A state of shock gripped the equities market on Tuesday as a wave of selling set in. Surprisingly the blue chips were the worst hit. Investor favourites Delta, Innscor, Econet, Seedco, Aico and Rio Zim plunged by at least 50%. Second tiers and penny stocks largely held their own. A section of investors, chiefly speculators, took flight from equities preferring to go long in Zim dollars. At the same time currency dealers reportedly had more selling orders in a seemingly panic reaction to the political agreement.

Until that Tuesday investors had been blithely content to chase positive returns whenever prospects were bright. This week they were reminded that this can sometimes be dangerous. An entire life’s saving can be wiped out overnight. Equally, profits accumulated in booms can easily be lost within a very short time.

Local companies can learn a lesson from the market squeeze which has left many financial institutions in the developed world licking their wounds. The victims in 2007 include UBS, Bear Sterns and Northern Rock. This month Lehman Brothers, which before the collapse was the fourth largest investment bank in the US, filed for bankruptcy after suffering write downs on its assets. The company was not fortunate enough to get a financial bail out after reports that a South Korean suitor baulked out on the last minute.

Fellow investment bank, Merrill Lynch, was taken over by a leading commercial bank, Bank of America, in a deal worth US$50 billion. The company had written down more than US$40 billion of its assets in the past year. The US Federal Reserve had to come to the rescue of the financial markets twice this month, first with a takeover of mortgage finance giants Federal Home Loan Mortgage Corporation (Freddie Mac) and Federal National Mortgage Association (Fannie Mae), and second with the injection of capital into insurer AIG. This was done to avoid a systematic failure of the financial markets.

Closer to home, in South Africa, Old Mutual suffered write downs of US$135 million. This was after some Fannie Mae and Freddie Mac preferred stocks which Old Mutual was holding were downgraded. For some time now, Old Mutual had been suspected of having exposure in mortgage securities, which the company refuted. The share price on the London Stock Exchange came off by 56% from a 2007 peak of £1,87 to £0,83 on September 16. Of course, the price slump escaped unnoticed by many ZSE investors to whom Old Mutual’s core fundamental value is its currency hedge status.

The causes of the write downs were once discussed in detail on this column.

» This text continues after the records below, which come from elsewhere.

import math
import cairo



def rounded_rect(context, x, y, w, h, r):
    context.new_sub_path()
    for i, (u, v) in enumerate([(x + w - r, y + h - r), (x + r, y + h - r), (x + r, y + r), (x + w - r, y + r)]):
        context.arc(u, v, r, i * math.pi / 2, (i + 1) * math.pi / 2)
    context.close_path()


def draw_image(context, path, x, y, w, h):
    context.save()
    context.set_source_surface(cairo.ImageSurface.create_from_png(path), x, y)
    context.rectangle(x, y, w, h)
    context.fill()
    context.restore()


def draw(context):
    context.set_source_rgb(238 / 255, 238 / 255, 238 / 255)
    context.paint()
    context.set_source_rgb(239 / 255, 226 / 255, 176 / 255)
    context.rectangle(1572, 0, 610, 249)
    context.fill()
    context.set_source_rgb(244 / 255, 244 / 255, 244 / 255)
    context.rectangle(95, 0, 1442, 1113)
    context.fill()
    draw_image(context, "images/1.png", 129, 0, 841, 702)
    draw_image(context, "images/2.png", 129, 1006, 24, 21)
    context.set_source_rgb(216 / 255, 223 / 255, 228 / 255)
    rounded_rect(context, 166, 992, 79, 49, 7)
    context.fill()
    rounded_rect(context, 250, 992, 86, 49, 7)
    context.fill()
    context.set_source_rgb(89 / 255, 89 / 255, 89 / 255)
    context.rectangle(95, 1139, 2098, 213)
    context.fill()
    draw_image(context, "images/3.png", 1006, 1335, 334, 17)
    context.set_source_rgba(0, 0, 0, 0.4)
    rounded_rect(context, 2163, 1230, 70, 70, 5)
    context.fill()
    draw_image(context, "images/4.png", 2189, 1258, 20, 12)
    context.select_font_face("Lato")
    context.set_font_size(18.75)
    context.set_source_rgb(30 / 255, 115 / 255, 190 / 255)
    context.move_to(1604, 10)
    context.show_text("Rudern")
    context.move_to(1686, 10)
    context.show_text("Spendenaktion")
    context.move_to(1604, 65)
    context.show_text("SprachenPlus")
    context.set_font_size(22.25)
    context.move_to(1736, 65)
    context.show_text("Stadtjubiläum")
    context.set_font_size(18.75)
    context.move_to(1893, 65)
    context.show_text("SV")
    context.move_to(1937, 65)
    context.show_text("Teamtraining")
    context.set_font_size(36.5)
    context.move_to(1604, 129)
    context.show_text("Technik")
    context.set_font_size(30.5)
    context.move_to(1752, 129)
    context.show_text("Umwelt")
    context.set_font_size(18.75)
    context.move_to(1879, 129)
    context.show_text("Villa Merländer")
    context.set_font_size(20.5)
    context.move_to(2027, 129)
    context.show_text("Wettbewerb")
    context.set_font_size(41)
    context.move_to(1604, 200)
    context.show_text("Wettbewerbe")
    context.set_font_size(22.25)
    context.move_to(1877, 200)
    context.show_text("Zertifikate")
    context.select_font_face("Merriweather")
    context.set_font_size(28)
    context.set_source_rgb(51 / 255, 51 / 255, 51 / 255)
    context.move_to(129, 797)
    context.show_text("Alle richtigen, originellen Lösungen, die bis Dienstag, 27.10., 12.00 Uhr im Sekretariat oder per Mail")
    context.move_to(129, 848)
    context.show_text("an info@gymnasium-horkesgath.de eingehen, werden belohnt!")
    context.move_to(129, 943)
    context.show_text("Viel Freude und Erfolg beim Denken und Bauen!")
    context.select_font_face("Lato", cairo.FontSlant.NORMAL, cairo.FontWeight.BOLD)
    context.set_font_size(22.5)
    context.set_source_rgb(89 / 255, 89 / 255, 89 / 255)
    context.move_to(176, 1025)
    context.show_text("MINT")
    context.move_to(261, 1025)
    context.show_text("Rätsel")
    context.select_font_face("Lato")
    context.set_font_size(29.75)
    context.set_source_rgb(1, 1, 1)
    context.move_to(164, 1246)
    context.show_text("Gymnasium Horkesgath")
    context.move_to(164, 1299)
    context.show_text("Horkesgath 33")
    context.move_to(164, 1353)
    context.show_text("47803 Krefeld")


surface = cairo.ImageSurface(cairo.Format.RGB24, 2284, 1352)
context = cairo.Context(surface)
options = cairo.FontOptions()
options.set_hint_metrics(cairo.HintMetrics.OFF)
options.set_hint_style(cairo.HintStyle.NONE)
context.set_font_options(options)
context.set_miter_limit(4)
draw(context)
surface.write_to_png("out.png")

Financial institutions were holding assets linked to low grade mortgages. The allure of these instruments was the high yield. This is because the mortgagees had poor credit history which resulted in them paying more than the prime rates. No investment bank wanted to be left out of the party. In fact, at the peak of profits on Wall Street, failure to participate in the collaterised debt securities was viewed as idiocy.

In the same vein, local investors are going to great length seeking a high yield. In the absence of viable investment alternatives many are turning to equities. Most of the money on the ZSE nowadays is hot. This creates serious volatility on the market and is also the source of shocks the market sometimes experiences. Traditional investors such as pension funds and insurance companies are now thin on new money to invest as premiums fall short of operating costs. This means that the market now lacks stable investors. The speculators can not be relied on as they tend to react as a herd; all buying and selling at the same time.